Suharto patronising to Australia: Downer

Former Indonesian president Suharto was patronising towards Australia but understood the importance of maintaining cordial relations, former foreign minister Alexander Downer says.

Suharto, who ruled Indonesia with an iron fist for more than three decades, died on Sunday aged 86.

Mr Downer said on Monday he had found Suharto to be a proud man with a somewhat dismissive attitude towards Australia.

"He certainly took a rather regal and, if you like, patronising view of Australia but on the other hand he did understand it was important to have a constructive relationship with Australia," Mr Downer told ABC radio.
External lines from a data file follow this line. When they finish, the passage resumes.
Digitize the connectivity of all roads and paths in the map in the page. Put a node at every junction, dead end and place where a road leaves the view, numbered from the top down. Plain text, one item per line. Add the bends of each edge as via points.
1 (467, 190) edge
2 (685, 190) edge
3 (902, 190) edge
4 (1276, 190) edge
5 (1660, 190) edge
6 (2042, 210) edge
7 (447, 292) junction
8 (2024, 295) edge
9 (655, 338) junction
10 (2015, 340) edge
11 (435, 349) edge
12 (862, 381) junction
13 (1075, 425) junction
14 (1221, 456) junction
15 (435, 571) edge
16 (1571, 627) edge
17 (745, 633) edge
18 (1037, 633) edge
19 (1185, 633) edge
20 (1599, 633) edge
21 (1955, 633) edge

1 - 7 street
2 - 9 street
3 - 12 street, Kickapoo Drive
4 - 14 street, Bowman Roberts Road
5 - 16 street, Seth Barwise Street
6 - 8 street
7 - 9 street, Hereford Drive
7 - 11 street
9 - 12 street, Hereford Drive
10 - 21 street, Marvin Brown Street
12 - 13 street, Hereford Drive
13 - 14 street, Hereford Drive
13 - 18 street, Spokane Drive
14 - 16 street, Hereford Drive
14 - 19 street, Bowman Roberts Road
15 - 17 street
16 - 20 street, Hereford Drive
"He wasn't a bad thing for Australia in a lot of ways."

Mr Downer first met the former dictator in 1996 after being appointed foreign minister in the Howard government.

"I went to Jakarta and I had a half-hour meeting set aside with President Suharto, who ... had been close to Paul Keating and the former Labor government," he said.

"He spent most of the meeting - about the full half hour - giving me a lecture on the principles of pancasila which ... underlined the philosophy of the Indonesian state."

Suharto's poor human rights record was a black mark against his name, Mr Downer said, and under his rule the East Timor issue could never be resolved.

"We certainly, as had the Keating and Hawke governments before us, made the point to president Suharto directly and the Indonesian government about human rights issues," Mr Downer said.

"We were plagued - not just our government but the previous government - with the issue of East Timor and, of course, President Suharto will have to live with that as part of his record.

"We wanted to resolve that issue. I don't think it could ever have been properly resolved for as long as president Suharto remained in office."

However, Mr Downer said Suharto had been far less hostile towards Australia than his predecessor, Sukarno, and Canberra and Jakarta had successfully negotiated a defined maritime boundary during Suharto's time at the helm.

"He was well disposed towards Australia, albeit somewhat patronising about Australia," Mr Downer said.

"I think he saw Australia as a smallish country without a great deal of clout, which of course is wrong.

"But nevertheless he thought Australia important and wanted that good relationship."

Mr Downer praised Suharto's strategic understanding of South-east Asia.

"He was certainly greedy, he was certainly a dictator, he certainly had a poor human rights record," Mr Downer said.

"But on the other hand there was much more to president Suharto than that. He certainly had a very clear vision of Indonesia's role in South-east Asia and in east Asia generally.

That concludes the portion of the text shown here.